■ WHAT IS NEEDED: Find every line in the records below that holds the word "провулок", and copy it out.

[Items from a dataset]

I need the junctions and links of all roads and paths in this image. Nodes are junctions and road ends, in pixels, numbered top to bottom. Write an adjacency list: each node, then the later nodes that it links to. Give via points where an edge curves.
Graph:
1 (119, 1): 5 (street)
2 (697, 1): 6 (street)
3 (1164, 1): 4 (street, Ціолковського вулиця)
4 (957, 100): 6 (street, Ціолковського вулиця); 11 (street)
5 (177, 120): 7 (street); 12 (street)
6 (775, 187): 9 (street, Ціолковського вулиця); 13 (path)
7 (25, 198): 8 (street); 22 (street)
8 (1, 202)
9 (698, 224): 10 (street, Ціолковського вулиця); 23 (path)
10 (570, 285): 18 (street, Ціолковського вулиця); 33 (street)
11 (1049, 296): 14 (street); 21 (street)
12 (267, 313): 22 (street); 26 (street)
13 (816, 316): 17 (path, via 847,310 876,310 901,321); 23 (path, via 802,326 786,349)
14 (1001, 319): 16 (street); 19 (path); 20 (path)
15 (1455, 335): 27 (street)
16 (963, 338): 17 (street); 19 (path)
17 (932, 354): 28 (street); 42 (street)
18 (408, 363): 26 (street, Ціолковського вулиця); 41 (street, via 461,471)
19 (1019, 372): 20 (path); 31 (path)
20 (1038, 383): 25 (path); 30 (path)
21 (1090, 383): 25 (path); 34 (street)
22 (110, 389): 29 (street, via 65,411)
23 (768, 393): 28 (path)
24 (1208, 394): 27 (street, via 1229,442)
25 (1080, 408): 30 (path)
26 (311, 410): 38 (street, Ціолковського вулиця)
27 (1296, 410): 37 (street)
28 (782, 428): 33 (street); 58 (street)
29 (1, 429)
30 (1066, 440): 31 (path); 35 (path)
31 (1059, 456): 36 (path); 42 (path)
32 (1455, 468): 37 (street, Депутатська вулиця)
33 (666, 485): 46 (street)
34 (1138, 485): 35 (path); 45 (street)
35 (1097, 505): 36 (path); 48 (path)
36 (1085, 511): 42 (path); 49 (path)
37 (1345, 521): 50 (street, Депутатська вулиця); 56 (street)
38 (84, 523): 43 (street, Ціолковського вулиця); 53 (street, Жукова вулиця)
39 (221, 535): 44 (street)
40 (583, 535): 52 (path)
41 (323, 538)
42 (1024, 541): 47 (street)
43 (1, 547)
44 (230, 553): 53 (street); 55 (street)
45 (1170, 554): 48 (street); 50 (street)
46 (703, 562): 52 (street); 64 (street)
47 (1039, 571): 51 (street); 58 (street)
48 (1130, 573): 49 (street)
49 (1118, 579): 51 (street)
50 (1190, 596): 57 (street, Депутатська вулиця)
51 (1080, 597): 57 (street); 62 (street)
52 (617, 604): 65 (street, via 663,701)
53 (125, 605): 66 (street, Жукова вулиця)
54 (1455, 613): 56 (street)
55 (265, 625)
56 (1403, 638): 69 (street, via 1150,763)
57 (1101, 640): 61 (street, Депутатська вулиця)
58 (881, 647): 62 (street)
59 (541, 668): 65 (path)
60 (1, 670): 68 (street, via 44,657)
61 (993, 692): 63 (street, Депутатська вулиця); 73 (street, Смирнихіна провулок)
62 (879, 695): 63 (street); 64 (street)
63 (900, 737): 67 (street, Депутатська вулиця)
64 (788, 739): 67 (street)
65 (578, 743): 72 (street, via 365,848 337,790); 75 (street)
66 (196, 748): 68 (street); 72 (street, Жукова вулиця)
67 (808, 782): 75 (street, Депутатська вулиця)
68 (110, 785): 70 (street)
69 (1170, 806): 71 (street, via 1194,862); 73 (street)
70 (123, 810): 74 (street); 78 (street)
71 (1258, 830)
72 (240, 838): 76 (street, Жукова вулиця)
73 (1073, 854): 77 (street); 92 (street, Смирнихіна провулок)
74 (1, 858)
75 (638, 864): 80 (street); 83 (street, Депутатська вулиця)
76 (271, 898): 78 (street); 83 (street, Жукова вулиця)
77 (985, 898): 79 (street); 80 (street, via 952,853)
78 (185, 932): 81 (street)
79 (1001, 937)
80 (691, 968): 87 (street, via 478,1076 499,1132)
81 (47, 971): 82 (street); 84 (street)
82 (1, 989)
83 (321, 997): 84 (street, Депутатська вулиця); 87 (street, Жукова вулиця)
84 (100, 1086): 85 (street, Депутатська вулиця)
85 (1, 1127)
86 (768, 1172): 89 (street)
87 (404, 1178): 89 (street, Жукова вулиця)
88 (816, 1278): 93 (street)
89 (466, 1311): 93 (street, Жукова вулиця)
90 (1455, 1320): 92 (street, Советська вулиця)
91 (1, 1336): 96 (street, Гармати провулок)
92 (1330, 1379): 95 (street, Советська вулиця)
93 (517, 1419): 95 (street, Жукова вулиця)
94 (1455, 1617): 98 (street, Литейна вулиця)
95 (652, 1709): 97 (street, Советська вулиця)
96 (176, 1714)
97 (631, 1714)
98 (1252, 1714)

■ EXPECTED ANSWER:
61 (993, 692): 63 (street, Депутатська вулиця); 73 (street, Смирнихіна провулок)
73 (1073, 854): 77 (street); 92 (street, Смирнихіна провулок)
91 (1, 1336): 96 (street, Гармати провулок)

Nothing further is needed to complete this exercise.